The ways in which franchising has evolved over the past 30 years have only increased its value, resulting in an extremely resilient business model. Some reports show that 85 percent of franchises remain open after five years, much higher than the 55 percent success rate provided by the US Bureau of Labor Statistics for all new businesses.

“Franchising has proven resilient because it offers a scalable business model with built-in support systems for franchisees, including training, brand recognition, and ongoing operational guidance,” Stowe explains.

Whereas independent companies often must spend years establishing a good reputation, franchises have it on day one. The brand loyalty and trust they enjoy from operating under an established name drive favorable customer behavior, allowing franchises to thrive in competitive markets.

Stowe also cites manageable financial entry points as a reason franchising shows higher-than-average resilience even when economic conditions are challenging.

“Challenging economic shifts often fuel franchise growth,” he says. “During downturns, franchising can provide individuals with a lower-risk opportunity to start their own business compared to independent ventures.”

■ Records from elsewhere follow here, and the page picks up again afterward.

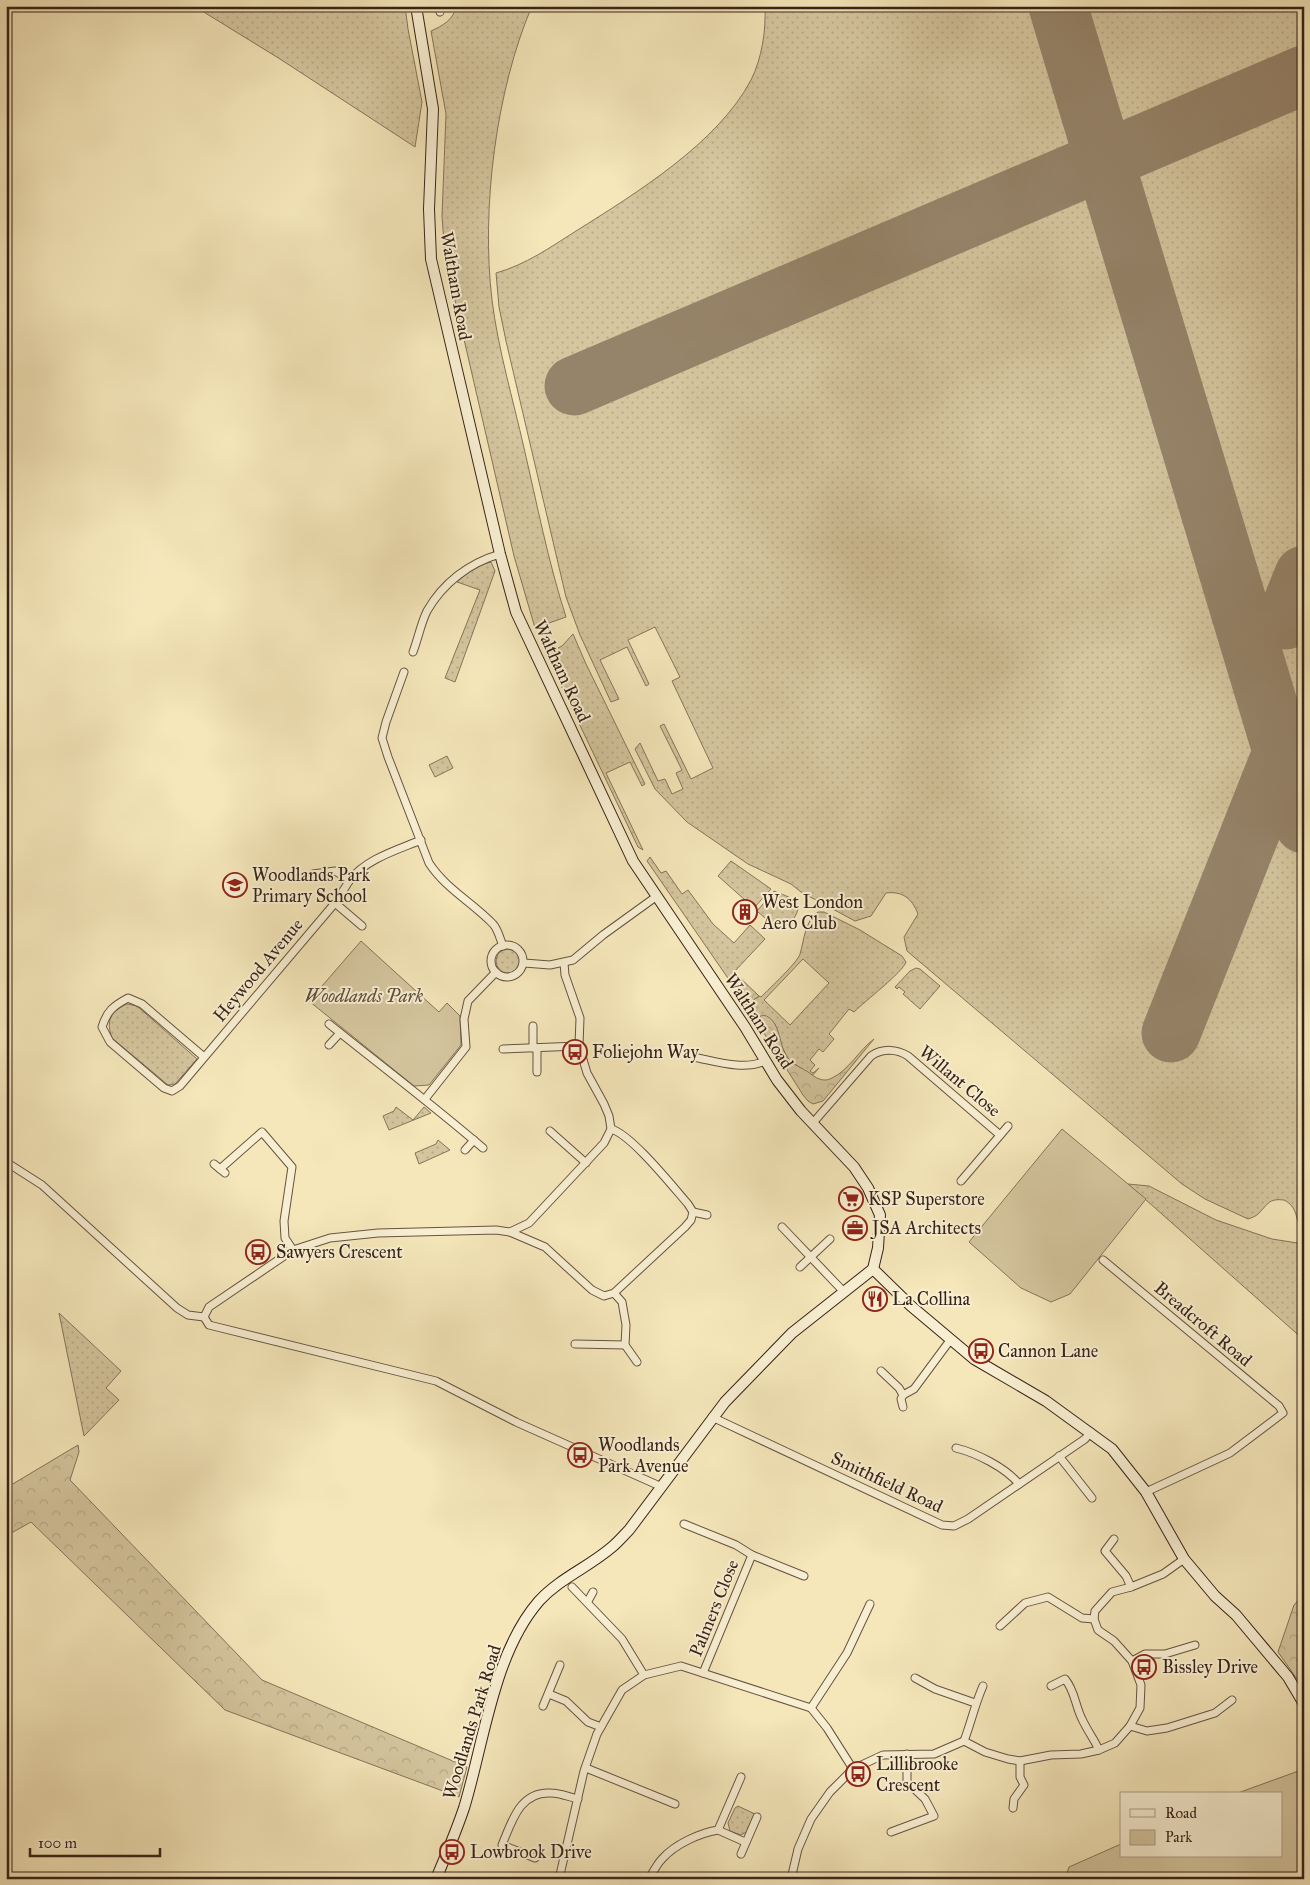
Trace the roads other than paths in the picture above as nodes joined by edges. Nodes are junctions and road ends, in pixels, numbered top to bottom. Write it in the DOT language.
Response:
graph roads {
  1 [pos="416,6"];
  2 [pos="500,554"];
  3 [pos="413,652"];
  4 [pos="404,672"];
  5 [pos="420,840"];
  6 [pos="313,874"];
  7 [pos="350,880"];
  8 [pos="657,896"];
  9 [pos="335,903"];
  10 [pos="362,926"];
  11 [pos="503,946"];
  12 [pos="524,963"];
  13 [pos="564,963"];
  14 [pos="496,972"];
  15 [pos="329,1024"];
  16 [pos="533,1026"];
  17 [pos="340,1033"];
  18 [pos="329,1045"];
  19 [pos="579,1046"];
  20 [pos="535,1048"];
  21 [pos="503,1049"];
  22 [pos="204,1057"];
  23 [pos="693,1057"];
  24 [pos="765,1060"];
  25 [pos="537,1072"];
  26 [pos="425,1099"];
  27 [pos="812,1124"];
  28 [pos="1008,1126"];
  29 [pos="611,1129"];
  30 [pos="550,1131"];
  31 [pos="1000,1135"];
  32 [pos="474,1140"];
  33 [pos="483,1148"];
  34 [pos="466,1150"];
  35 [pos="6,1162"];
  36 [pos="586,1163"];
  37 [pos="214,1164"];
  38 [pos="961,1181"];
  39 [pos="693,1212"];
  40 [pos="707,1215"];
  41 [pos="529,1223"];
  42 [pos="782,1227"];
  43 [pos="510,1232"];
  44 [pos="830,1239"];
  45 [pos="532,1240"];
  46 [pos="293,1250"];
  47 [pos="811,1257"];
  48 [pos="1103,1260"];
  49 [pos="800,1267"];
  50 [pos="873,1269"];
  51 [pos="844,1292"];
  52 [pos="614,1293"];
  53 [pos="204,1317"];
  54 [pos="951,1339"];
  55 [pos="575,1344"];
  56 [pos="626,1345"];
  57 [pos="637,1362"];
  58 [pos="881,1371"];
  59 [pos="903,1395"];
  60 [pos="903,1407"];
  61 [pos="712,1417"];
  62 [pos="1091,1432"];
  63 [pos="956,1448"];
  64 [pos="1059,1456"];
  65 [pos="1018,1484"];
  66 [pos="662,1487"];
  67 [pos="1146,1492"];
  68 [pos="1092,1498"];
  69 [pos="684,1524"];
  70 [pos="1114,1540"];
  71 [pos="752,1555"];
  72 [pos="1184,1558"];
  73 [pos="804,1576"];
  74 [pos="572,1587"];
  75 [pos="1131,1587"];
  76 [pos="593,1592"];
  77 [pos="588,1601"];
  78 [pos="870,1604"];
  79 [pos="1094,1619"];
  80 [pos="1000,1626"];
  81 [pos="1195,1645"];
  82 [pos="1132,1661"];
  83 [pos="560,1665"];
  84 [pos="703,1672"];
  85 [pos="644,1675"];
  86 [pos="915,1678"];
  87 [pos="983,1686"];
  88 [pos="1051,1686"];
  89 [pos="549,1694"];
  90 [pos="1232,1700"];
  91 [pos="976,1703"];
  92 [pos="1304,1704"];
  93 [pos="543,1706"];
  94 [pos="812,1708"];
  95 [pos="1130,1726"];
  96 [pos="601,1727"];
  97 [pos="964,1741"];
  98 [pos="1099,1750"];
  99 [pos="906,1754"];
  100 [pos="1020,1761"];
  101 [pos="586,1768"];
  102 [pos="853,1770"];
  103 [pos="741,1777"];
  104 [pos="578,1799"];
  105 [pos="675,1804"];
  106 [pos="1013,1808"];
  107 [pos="757,1817"];
  108 [pos="718,1830"];
  109 [pos="891,1832"];
  110 [pos="745,1842"];
  111 [pos="741,1854"];
  112 [pos="535,1858"];
  113 [pos="436,1879"];
  114 [pos="559,1879"];
  115 [pos="649,1879"];
  116 [pos="791,1879"];
  1 -- 2 [label="street, Waltham Road"];
  2 -- 3 [label="street"];
  2 -- 8 [label="street, Waltham Road"];
  4 -- 5 [label="street"];
  5 -- 7 [label="street, Heywood Avenue"];
  5 -- 11 [label="street"];
  6 -- 7 [label="street"];
  7 -- 9 [label="street, Heywood Avenue"];
  8 -- 13 [label="street"];
  8 -- 24 [label="street, Waltham Road"];
  9 -- 10 [label="street"];
  9 -- 22 [label="street, Heywood Avenue"];
  11 -- 12 [label="street"];
  11 -- 14 [label="street"];
  12 -- 13 [label="street"];
  12 -- 14 [label="street"];
  13 -- 19 [label="street"];
  14 -- 26 [label="street"];
  15 -- 17 [label="street"];
  16 -- 20 [label="street"];
  17 -- 18 [label="street"];
  17 -- 26 [label="street"];
  19 -- 20 [label="street"];
  19 -- 29 [label="street"];
  20 -- 21 [label="street"];
  20 -- 25 [label="street"];
  22 -- 22 [label="street, Heywood Avenue"];
  23 -- 24 [label="street"];
  24 -- 27 [label="street, Waltham Road"];
  26 -- 32 [label="street"];
  27 -- 31 [label="street, Willant Close"];
  27 -- 50 [label="street, Waltham Road"];
  28 -- 31 [label="street, Willant Close"];
  29 -- 36 [label="street"];
  29 -- 39 [label="street"];
  30 -- 36 [label="street"];
  31 -- 38 [label="street, Willant Close"];
  32 -- 33 [label="street"];
  32 -- 34 [label="street"];
  35 -- 53 [label="street"];
  36 -- 41 [label="street"];
  37 -- 46 [label="street"];
  39 -- 40 [label="street"];
  39 -- 52 [label="street"];
  41 -- 43 [label="street"];
  41 -- 45 [label="street"];
  42 -- 47 [label="street"];
  43 -- 45 [label="street"];
  43 -- 46 [label="street"];
  44 -- 47 [label="street"];
  45 -- 52 [label="street"];
  46 -- 53 [label="street"];
  47 -- 49 [label="street"];
  47 -- 51 [label="street"];
  48 -- 67 [label="street, Breadcroft Road"];
  50 -- 51 [label="street, Woodlands Park Road"];
  50 -- 54 [label="street"];
  51 -- 61 [label="street, Woodlands Park Road"];
  52 -- 56 [label="street"];
  53 -- 66 [label="street"];
  54 -- 59 [label="street"];
  54 -- 62 [label="street"];
  55 -- 56 [label="street"];
  56 -- 57 [label="street"];
  58 -- 59 [label="street"];
  59 -- 60 [label="street"];
  61 -- 65 [label="street, Smithfield Road"];
  61 -- 66 [label="street, Woodlands Park Road"];
  62 -- 64 [label="street, Smithfield Road"];
  62 -- 67 [label="street"];
  63 -- 65 [label="street"];
  64 -- 65 [label="street, Smithfield Road"];
  64 -- 68 [label="street"];
  66 -- 113 [label="street, Woodlands Park Road"];
  67 -- 72 [label="street"];
  69 -- 71 [label="street, Palmers Close"];
  70 -- 75 [label="street"];
  71 -- 73 [label="street, Palmers Close"];
  71 -- 84 [label="street, Palmers Close"];
  72 -- 75 [label="street"];
  72 -- 92 [label="street"];
  74 -- 77 [label="street"];
  75 -- 79 [label="street"];
  76 -- 77 [label="street"];
  77 -- 85 [label="street"];
  78 -- 94 [label="street"];
  79 -- 80 [label="street"];
  79 -- 82 [label="street"];
  81 -- 82 [label="street"];
  82 -- 95 [label="street"];
  83 -- 89 [label="street"];
  84 -- 85 [label="street"];
  84 -- 94 [label="street"];
  85 -- 96 [label="street"];
  86 -- 91 [label="street"];
  87 -- 91 [label="street"];
  88 -- 98 [label="street"];
  89 -- 93 [label="street"];
  89 -- 96 [label="street"];
  90 -- 95 [label="street"];
  91 -- 97 [label="street"];
  94 -- 102 [label="street"];
  95 -- 98 [label="street"];
  96 -- 101 [label="street"];
  97 -- 99 [label="street"];
  97 -- 100 [label="street"];
  98 -- 100 [label="street"];
  99 -- 102 [label="street"];
  99 -- 109 [label="street"];
  100 -- 106 [label="street"];
  101 -- 104 [label="street"];
  101 -- 105 [label="street"];
  102 -- 116 [label="street"];
  103 -- 108 [label="street"];
  104 -- 112 [label="street"];
  104 -- 114 [label="street"];
  107 -- 110 [label="street"];
  108 -- 110 [label="street"];
  108 -- 115 [label="street"];
  110 -- 111 [label="street"];
}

Today’s franchising industry offers entrepreneurs promising opportunities to achieve long-term business success. Those who find the right franchise for their skills and dedicate themselves to its growth may enjoy the same satisfaction and success Stowe has found.

“Being adaptable, persistent, and growth-focused are key traits in modern franchising,” he shares. “Those who approach the task with thorough due diligence, a strong understanding of the chosen industry, and networking skills can find success.”